Tuesday, August 25, 2009

mercy, mercy me...


“Listen to me, all of you, and understand: there is nothing outside a person that by going in can defile, but the things that come out are what defile.” – Mark 7:14-15

I am really troubled and fascinated by the decision of the Scottish legal system to release Abdelbaset Ali Mohmed Al-Megrahi, who was convicted in the 1988 terrorist bombing of a Pan Am flight over Scotland that killed 270. This man was the only one convicted of anything and there is some doubt out there as to the veracity of the case against him. Maybe it was entirely a politically motivated and fueled trial and conviction, I don’t know. Someone needed to be responsible, no doubt, and although I can’t say whether this guy was implicit or not, I can say that it wouldn’t be the first time that someone had been either wrongly convicted or convicted of something far beyond their actual involvement because a perpetrator was needed to satisfy some sense of justice.

And then again perhaps he was involved, even if only in planning or some downstream funding or organization. Even if his involvement was only at that level, if you are willing participating with a group or organization that believes the killing of innocent victims is justifiable you are every bit as complicit as the one who straps on the bomb or pulls the trigger, in my opinion.

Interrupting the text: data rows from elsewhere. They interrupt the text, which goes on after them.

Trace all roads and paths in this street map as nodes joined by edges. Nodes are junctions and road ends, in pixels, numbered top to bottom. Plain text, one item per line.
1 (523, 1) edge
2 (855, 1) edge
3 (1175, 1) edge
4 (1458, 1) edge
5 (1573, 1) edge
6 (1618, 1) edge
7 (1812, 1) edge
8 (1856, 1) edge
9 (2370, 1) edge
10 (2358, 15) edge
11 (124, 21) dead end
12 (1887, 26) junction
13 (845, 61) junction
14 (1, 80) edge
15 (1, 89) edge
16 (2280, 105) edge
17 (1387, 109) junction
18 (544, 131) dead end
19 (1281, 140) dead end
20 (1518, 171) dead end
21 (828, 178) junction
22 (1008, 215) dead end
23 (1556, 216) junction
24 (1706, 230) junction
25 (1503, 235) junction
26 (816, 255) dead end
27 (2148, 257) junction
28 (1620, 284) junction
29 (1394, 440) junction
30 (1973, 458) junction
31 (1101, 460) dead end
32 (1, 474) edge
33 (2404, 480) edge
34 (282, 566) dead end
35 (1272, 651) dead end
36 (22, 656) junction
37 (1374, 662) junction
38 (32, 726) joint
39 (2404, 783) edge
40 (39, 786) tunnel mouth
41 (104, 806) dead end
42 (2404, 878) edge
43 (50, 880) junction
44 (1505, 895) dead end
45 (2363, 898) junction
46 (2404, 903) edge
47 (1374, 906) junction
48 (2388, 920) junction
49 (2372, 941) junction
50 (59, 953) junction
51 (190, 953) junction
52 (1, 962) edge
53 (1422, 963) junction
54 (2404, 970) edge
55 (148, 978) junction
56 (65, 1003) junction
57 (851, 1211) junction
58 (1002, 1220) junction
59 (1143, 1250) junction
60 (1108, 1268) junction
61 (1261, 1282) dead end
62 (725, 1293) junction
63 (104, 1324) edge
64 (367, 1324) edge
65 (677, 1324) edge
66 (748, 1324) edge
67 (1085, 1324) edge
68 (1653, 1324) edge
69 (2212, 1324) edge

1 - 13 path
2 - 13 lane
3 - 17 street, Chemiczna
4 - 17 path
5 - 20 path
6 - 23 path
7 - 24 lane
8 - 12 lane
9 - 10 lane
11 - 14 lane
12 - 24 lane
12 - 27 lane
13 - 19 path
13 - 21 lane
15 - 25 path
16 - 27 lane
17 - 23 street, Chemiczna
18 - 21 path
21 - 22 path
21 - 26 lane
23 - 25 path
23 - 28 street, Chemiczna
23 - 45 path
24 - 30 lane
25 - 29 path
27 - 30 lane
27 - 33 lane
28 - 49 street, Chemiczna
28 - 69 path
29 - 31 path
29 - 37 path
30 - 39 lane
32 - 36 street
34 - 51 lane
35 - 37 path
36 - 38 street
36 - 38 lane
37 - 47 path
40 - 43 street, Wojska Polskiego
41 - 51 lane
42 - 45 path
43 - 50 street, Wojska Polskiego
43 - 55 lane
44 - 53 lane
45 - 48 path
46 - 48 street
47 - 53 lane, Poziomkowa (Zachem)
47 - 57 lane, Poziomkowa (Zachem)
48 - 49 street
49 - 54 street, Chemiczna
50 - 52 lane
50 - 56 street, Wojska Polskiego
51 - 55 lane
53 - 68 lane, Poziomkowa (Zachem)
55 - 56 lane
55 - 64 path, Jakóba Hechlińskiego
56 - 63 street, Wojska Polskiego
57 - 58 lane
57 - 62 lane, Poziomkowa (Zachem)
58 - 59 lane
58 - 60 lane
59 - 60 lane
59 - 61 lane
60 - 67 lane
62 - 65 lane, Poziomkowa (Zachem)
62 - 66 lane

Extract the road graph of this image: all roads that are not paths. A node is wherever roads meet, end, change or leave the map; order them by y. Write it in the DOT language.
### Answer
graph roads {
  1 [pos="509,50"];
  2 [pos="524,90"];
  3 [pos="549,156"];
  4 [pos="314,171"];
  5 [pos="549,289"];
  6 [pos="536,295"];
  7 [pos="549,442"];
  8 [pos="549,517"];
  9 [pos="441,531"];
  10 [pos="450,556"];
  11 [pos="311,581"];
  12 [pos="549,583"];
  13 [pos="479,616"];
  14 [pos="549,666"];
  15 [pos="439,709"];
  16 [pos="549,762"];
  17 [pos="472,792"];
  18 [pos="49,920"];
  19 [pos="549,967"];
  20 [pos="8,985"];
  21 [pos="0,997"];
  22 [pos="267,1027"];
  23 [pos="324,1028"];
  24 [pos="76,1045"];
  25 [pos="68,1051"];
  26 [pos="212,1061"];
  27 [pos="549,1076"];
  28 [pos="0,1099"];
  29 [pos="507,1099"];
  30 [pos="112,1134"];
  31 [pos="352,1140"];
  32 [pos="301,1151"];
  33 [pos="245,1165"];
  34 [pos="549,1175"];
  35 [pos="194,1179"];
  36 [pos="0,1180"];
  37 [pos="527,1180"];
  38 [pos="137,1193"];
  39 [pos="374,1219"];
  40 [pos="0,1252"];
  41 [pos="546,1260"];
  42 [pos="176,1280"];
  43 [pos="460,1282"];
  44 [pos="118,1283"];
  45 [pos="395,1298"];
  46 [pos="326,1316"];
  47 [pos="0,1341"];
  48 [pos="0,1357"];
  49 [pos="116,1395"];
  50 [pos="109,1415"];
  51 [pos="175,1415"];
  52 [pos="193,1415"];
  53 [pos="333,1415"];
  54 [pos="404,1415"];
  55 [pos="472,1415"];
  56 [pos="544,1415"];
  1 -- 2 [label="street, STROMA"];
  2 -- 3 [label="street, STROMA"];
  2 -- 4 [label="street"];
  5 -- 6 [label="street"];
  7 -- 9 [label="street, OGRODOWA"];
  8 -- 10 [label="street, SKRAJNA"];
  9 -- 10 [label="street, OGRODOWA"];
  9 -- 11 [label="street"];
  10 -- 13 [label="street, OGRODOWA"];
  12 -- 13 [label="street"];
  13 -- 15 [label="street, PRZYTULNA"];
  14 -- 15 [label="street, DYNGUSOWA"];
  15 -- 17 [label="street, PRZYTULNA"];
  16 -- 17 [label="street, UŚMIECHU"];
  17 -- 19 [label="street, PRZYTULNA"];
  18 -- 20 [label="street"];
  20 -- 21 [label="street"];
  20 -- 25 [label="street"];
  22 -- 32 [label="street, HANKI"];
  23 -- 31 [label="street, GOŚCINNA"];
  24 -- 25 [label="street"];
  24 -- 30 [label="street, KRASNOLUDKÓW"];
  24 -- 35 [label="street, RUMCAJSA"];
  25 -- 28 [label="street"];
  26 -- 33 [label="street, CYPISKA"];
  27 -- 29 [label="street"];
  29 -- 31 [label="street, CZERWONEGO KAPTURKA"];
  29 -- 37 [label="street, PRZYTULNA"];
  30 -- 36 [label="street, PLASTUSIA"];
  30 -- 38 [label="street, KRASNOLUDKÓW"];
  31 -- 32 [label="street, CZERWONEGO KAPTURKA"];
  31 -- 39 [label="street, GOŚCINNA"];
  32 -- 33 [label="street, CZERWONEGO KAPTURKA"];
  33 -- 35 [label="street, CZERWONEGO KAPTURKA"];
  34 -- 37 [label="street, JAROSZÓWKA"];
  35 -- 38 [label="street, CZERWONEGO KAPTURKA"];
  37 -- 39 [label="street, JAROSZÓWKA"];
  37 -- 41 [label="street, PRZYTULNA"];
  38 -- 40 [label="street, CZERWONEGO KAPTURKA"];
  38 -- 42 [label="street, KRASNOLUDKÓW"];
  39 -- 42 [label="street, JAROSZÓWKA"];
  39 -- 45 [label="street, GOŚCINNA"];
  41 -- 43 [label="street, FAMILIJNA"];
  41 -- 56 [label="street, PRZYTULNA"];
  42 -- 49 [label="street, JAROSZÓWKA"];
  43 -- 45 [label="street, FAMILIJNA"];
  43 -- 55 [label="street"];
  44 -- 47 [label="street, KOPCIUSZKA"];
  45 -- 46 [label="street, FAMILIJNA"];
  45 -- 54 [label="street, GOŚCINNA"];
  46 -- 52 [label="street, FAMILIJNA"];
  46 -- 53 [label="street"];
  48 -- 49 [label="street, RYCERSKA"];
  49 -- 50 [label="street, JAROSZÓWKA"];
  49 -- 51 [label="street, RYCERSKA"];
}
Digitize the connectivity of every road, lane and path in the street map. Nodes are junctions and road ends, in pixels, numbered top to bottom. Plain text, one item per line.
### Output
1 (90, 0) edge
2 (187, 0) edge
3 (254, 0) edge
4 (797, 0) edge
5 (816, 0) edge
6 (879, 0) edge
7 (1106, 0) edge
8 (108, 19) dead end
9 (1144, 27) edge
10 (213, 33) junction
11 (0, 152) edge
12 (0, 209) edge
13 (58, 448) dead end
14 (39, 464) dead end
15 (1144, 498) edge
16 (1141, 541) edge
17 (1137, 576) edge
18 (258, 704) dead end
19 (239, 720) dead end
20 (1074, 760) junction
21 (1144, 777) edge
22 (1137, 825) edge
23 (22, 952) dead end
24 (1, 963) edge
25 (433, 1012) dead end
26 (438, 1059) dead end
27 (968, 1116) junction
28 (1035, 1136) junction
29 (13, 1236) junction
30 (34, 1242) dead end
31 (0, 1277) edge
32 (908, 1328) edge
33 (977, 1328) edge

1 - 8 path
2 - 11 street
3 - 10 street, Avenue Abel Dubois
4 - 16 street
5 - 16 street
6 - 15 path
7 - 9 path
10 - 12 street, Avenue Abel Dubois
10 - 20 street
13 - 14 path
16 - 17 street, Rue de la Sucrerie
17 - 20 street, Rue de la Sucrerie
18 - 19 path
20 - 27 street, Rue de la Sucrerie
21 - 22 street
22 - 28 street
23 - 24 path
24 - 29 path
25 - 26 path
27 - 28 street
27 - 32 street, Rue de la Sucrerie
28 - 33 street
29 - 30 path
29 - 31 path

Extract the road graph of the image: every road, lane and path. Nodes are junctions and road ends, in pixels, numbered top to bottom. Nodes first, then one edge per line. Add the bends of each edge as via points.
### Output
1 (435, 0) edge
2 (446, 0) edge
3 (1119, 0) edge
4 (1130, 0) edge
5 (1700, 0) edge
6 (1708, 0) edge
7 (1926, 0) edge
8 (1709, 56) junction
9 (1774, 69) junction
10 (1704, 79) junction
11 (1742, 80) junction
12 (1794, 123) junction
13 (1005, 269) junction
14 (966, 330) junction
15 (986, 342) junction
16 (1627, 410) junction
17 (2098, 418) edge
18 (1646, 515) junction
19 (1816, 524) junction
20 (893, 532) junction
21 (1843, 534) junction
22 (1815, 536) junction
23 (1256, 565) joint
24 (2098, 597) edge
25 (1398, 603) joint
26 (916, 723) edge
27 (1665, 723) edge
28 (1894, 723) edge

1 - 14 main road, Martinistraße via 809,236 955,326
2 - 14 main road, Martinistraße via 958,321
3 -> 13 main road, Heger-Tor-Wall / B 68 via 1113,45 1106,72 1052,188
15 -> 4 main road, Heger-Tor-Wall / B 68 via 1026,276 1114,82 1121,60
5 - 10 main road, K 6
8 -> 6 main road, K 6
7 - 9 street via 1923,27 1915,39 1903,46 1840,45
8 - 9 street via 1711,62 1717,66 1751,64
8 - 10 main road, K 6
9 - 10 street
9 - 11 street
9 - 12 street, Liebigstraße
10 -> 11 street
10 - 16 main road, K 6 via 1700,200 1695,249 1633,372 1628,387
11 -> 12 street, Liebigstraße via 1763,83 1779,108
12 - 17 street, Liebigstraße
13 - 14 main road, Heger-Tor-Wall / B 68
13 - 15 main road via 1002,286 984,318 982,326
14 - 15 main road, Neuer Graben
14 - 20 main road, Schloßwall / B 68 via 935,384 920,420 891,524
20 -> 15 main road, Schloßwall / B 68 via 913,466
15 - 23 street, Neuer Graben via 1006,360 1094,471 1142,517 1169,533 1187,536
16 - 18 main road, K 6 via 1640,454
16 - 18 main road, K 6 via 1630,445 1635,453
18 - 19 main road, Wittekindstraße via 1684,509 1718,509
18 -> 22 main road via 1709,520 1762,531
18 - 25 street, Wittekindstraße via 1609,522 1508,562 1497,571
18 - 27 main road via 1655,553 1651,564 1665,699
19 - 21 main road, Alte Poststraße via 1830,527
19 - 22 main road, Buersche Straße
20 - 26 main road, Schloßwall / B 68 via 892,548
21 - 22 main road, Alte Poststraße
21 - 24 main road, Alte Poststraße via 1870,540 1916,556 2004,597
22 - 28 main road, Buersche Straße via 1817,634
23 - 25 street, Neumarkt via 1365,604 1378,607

My real issue with this case is what it says about our idea of justice. Is such a thing attainable? If this is the guy who really orchestrated the entire event, would his death even in the most gruesome manner possibly balance the scales against the 270 innocent lives lost? I’m sure that my feeling on this matter would be quite different had one of my loved ones been on that flight, just as I am quite sure that if someone did something to hurt my children I would have vengeance not love on my heart.

Still, the justice system seems like it ought to be built on something other than responding to our passions. When Jesus refutes the eye for an eye normalcy of his time with “turn the other cheek” (Matthew 5:38) it is much more than a refutation of vengeance. He is calling for us to have anger, just not to act from that anger. Just as our anger does not produce God’s righteousness (James 1:20), our justifiable and understandable desire for vengeance does not produce God’s justice.
Perhaps the most meaning in the Scottish court’s actions can be found in this: When the call came for mercy to be shown to this man whose life is over and for whom a small amount of painful existence is left, the answer was for mercy. It was perhaps more than he showed his victims if he is truly guilty of that crime, and certainly more mercy than has been shown to the countless victims of terrorism worldwide. But hell…mercy has to start sometime, doesn’t it?